Total PBMCs were treated with scrambled or TAAR1 siRNAs and cultured for ∼44 h in complete RPMI medium. (A) Cells were harvested at 44 h, and RNA was isolated for qPCR check for TAAR1 silencing. TAAR1 siRNA significantly knocked down the expression in PBMC. TAAR1 expression in scrambled siRNA versus TAAR1 siRNA; ***P < 0.001. (B) PBMC treated with siRNA was stimulated with METH (100 μM) or forskolin (100 μM) for 30 min–1 h, harvested and stained for CD3 and cAMP, and analyzed by flow cytometry. Results are expressed as fold change in cAMP MFI on CD3⁺ T cells in TAAR1 siRNA-treated PBMC versus scrambled siRNA-treated PBMC for each treatment.

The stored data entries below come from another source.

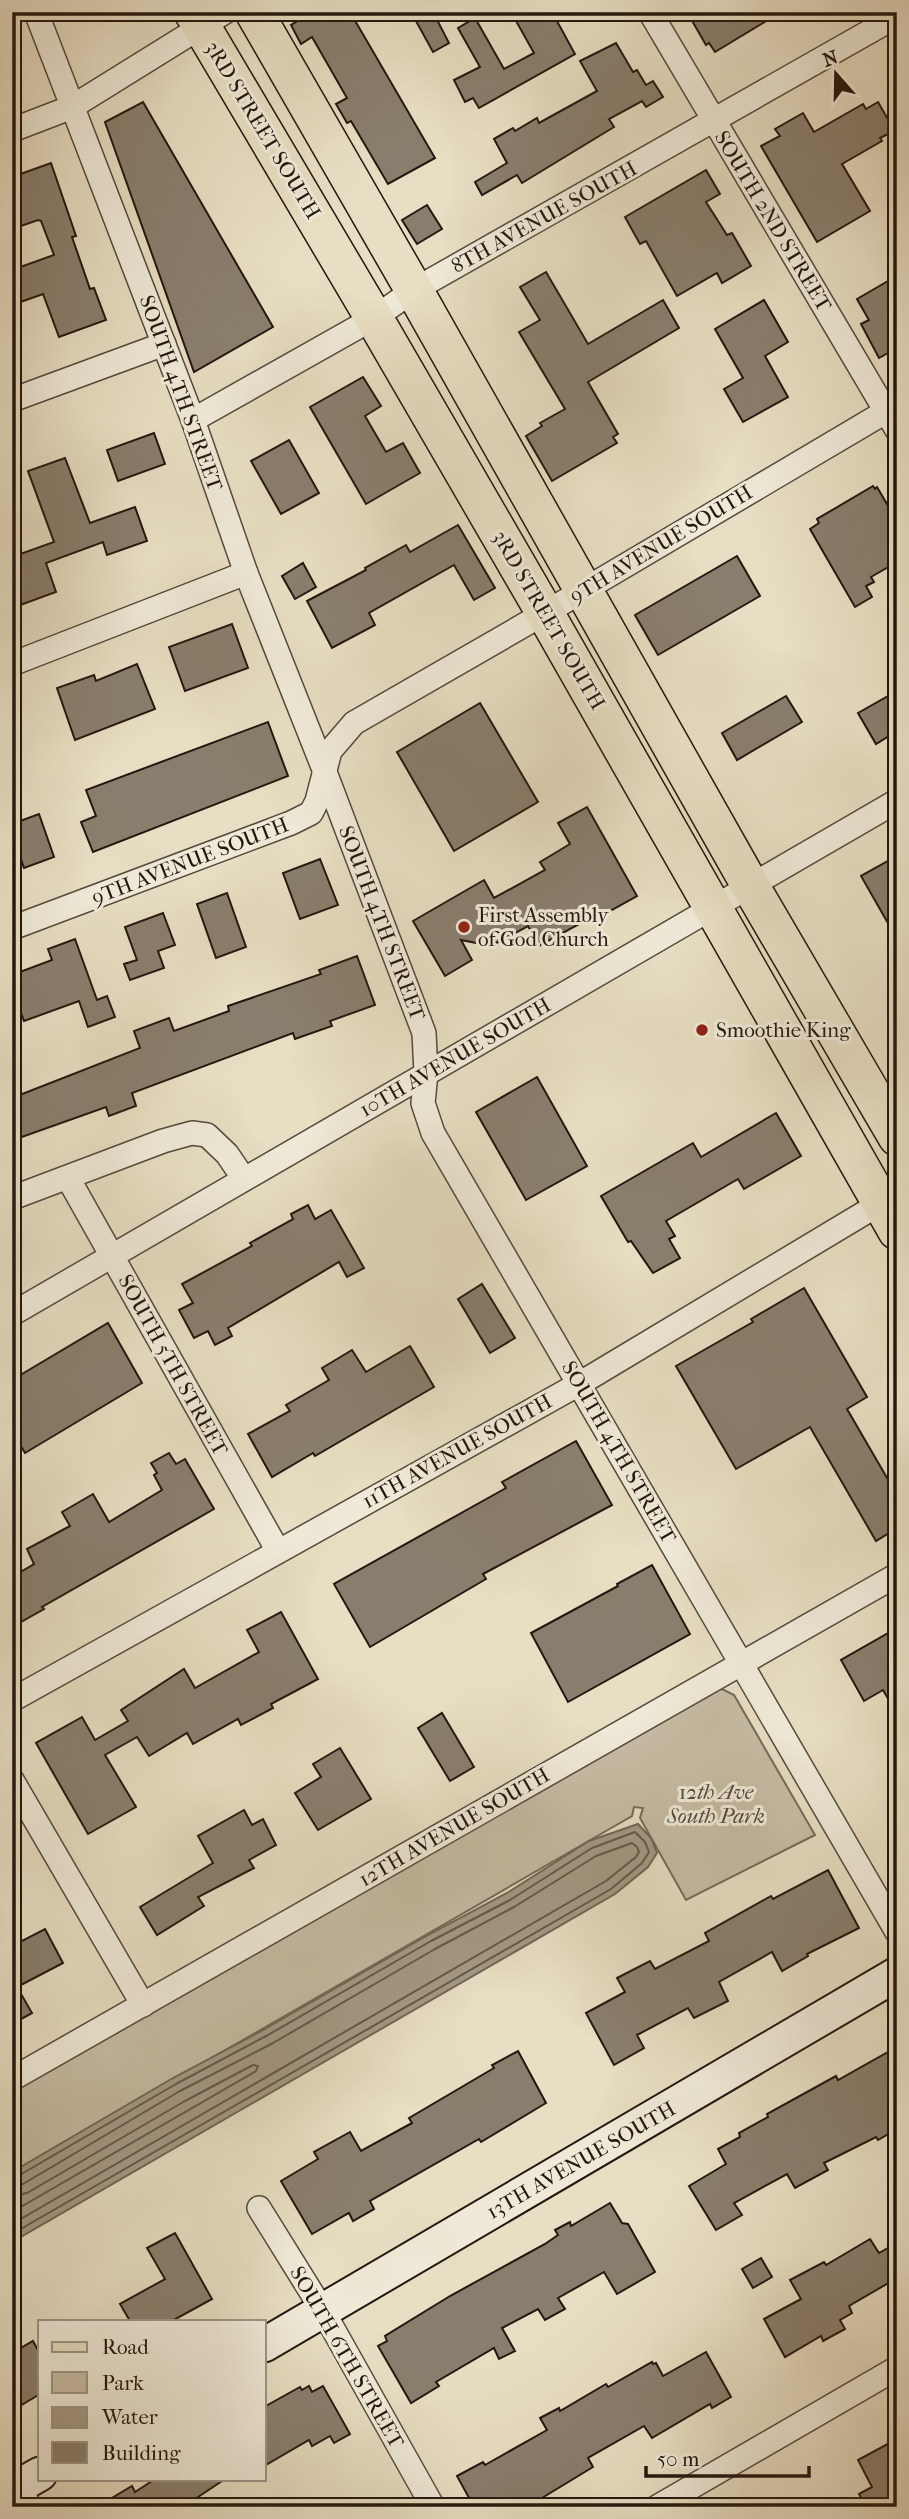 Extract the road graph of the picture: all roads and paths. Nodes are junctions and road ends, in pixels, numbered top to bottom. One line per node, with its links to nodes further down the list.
1 (36, 12): 6 (street, SOUTH 4TH STREET)
2 (254, 12): 9 (main road, 3RD STREET SOUTH)
3 (650, 12): 7 (street, SOUTH 2ND STREET)
4 (897, 16): 7 (street, 8TH AVENUE SOUTH)
5 (207, 17): 6 (street); 10 (main road, 3RD STREET SOUTH)
6 (72, 107): 8 (street); 11 (street, SOUTH 4TH STREET)
7 (714, 122): 9 (street, 8TH AVENUE SOUTH); 13 (street, SOUTH 2ND STREET)
8 (12, 130)
9 (414, 290): 10 (street, 8TH AVENUE SOUTH); 16 (main road, 3RD STREET SOUTH)
10 (374, 318): 14 (street, 8TH AVENUE SOUTH); 17 (main road, 3RD STREET SOUTH)
11 (164, 344): 12 (street); 14 (street, SOUTH 4TH STREET)
12 (12, 400)
13 (893, 416): 16 (street, 9TH AVENUE SOUTH)
14 (193, 420): 15 (street, SOUTH 4TH STREET)
15 (246, 573): 18 (street); 19 (street, SOUTH 4TH STREET)
16 (583, 591): 17 (street, 9TH AVENUE SOUTH); 21 (main road, 3RD STREET SOUTH)
17 (545, 613): 19 (street, 9TH AVENUE SOUTH); 22 (main road, 3RD STREET SOUTH)
18 (12, 664)
19 (325, 772): 23 (street, 9TH AVENUE SOUTH); 24 (street, SOUTH 4TH STREET)
20 (897, 801): 21 (street, 10TH AVENUE SOUTH)
21 (751, 887): 22 (street, 10TH AVENUE SOUTH); 25 (main road, 3RD STREET SOUTH)
22 (714, 908): 24 (street, 10TH AVENUE SOUTH); 29 (main road, 3RD STREET SOUTH)
23 (12, 928)
24 (426, 1073): 27 (street, 10TH AVENUE SOUTH); 32 (street, SOUTH 4TH STREET)
25 (897, 1137)
26 (68, 1178): 27 (street); 28 (street); 30 (street, SOUTH 5TH STREET)
27 (244, 1179): 30 (street, 10TH AVENUE SOUTH)
28 (12, 1198)
29 (891, 1209): 32 (street, 11TH AVENUE SOUTH)
30 (111, 1256): 31 (street, 10TH AVENUE SOUTH); 33 (street, SOUTH 5TH STREET)
31 (12, 1314)
32 (579, 1384): 33 (street, 11TH AVENUE SOUTH); 35 (street, SOUTH 4TH STREET)
33 (278, 1551): 36 (street, 11TH AVENUE SOUTH)
34 (897, 1576): 35 (street, 12TH AVENUE SOUTH)
35 (742, 1663): 38 (street, SOUTH 4TH STREET); 40 (street, 12TH AVENUE SOUTH)
36 (12, 1700)
37 (12, 1780): 40 (street)
38 (897, 1932)
39 (897, 1974): 43 (street, 13TH AVENUE SOUTH)
40 (143, 2005): 41 (street, 12TH AVENUE SOUTH)
41 (12, 2080)
42 (258, 2208): 43 (street, SOUTH 6TH STREET)
43 (323, 2311): 44 (street, 13TH AVENUE SOUTH); 46 (street, SOUTH 6TH STREET)
44 (266, 2344)
45 (897, 2368): 47 (street)
46 (433, 2507)
47 (657, 2507) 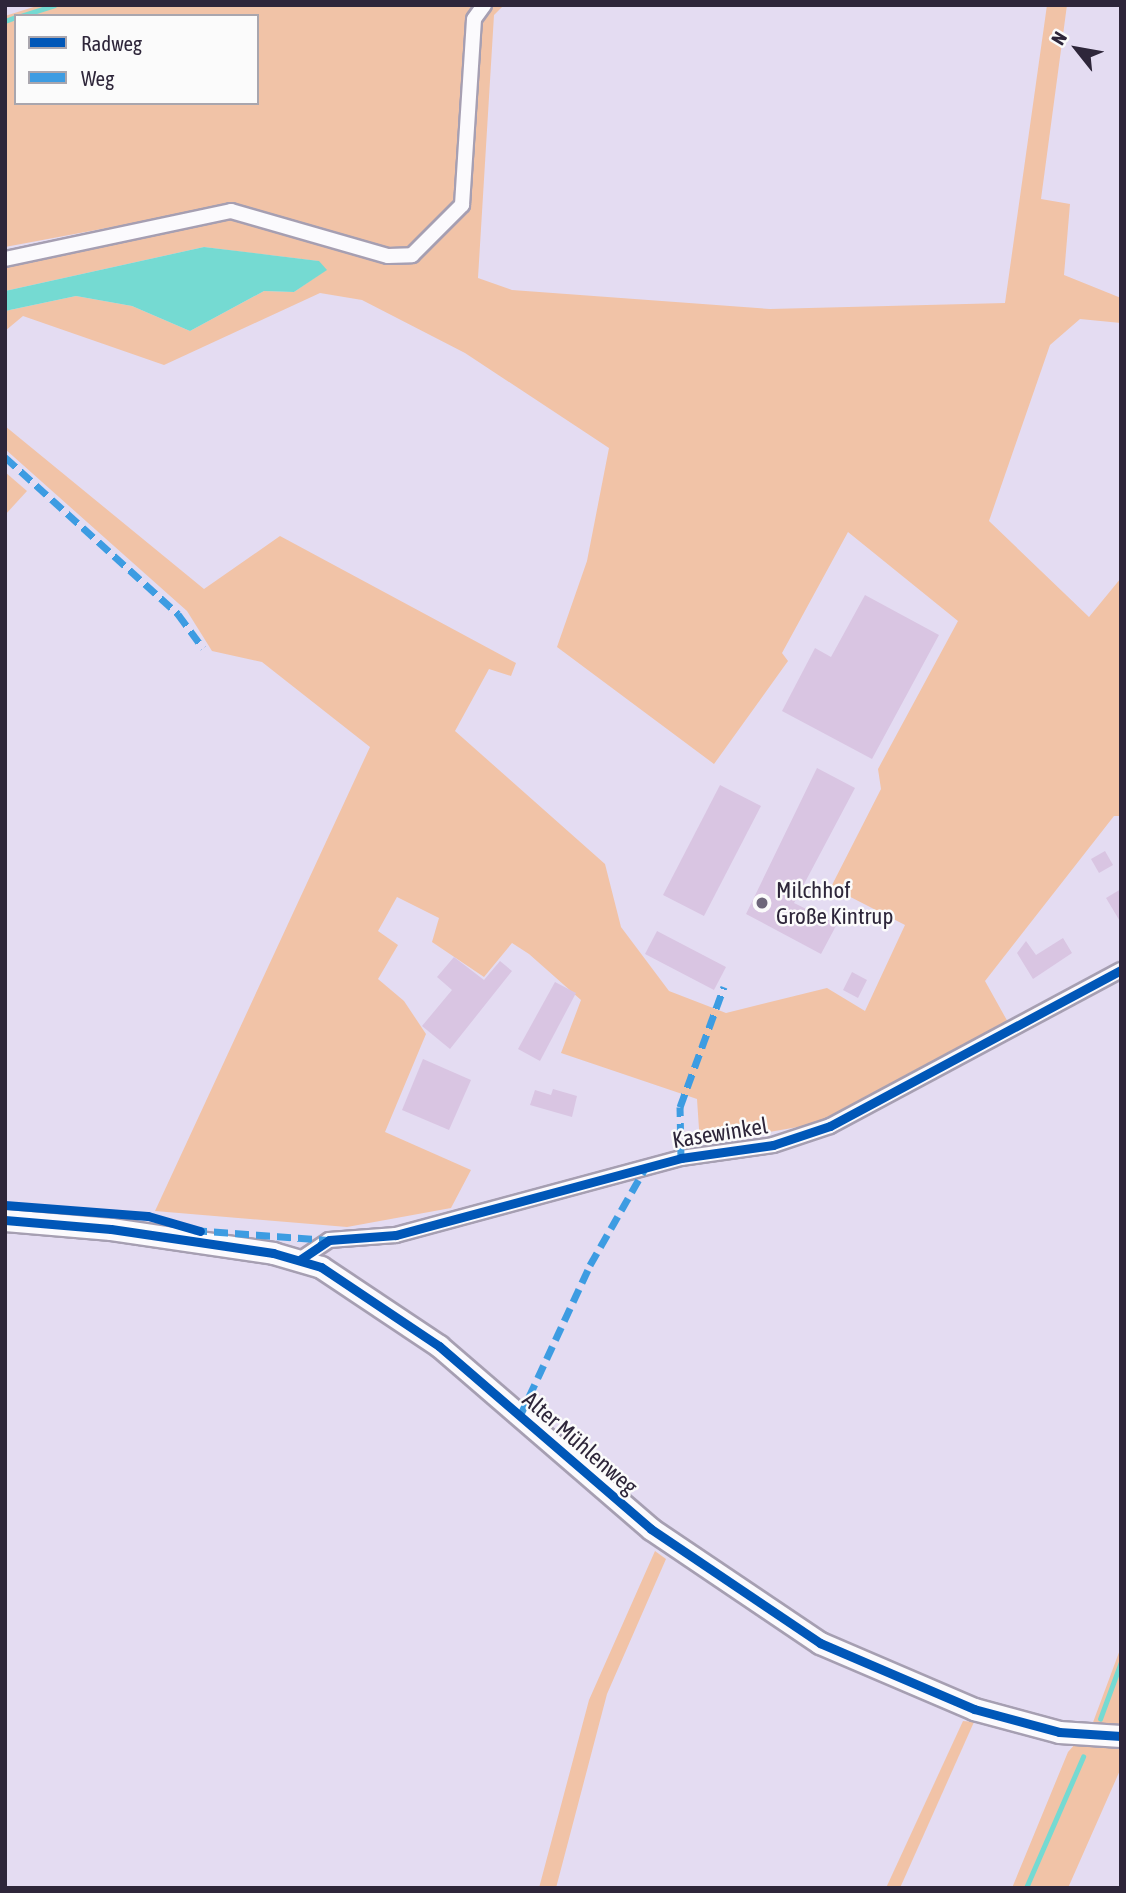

TAAR1 knocked down PBMCs showed significantly less cAMP expression compared with scrambled control siRNA (*P < 0.05), whereas forskolin-treated cells responded the same to both scrambled and TAAR1 siRNA. (C) Cells that were treated with siRNA were further treated with METH (100 μM) for 30 min and then stimulated with soluble CD3/CD28 antibodies and cultured for another 24 h. Supernatants were concentrated and analyzed for IL-2 by use of the MSD human IL-2 ELISA kit. The bar graph represents fold change from scrambled control. A significant increase (**P < 0.01) in the IL-2 levels was observed in the absence of TAAR1.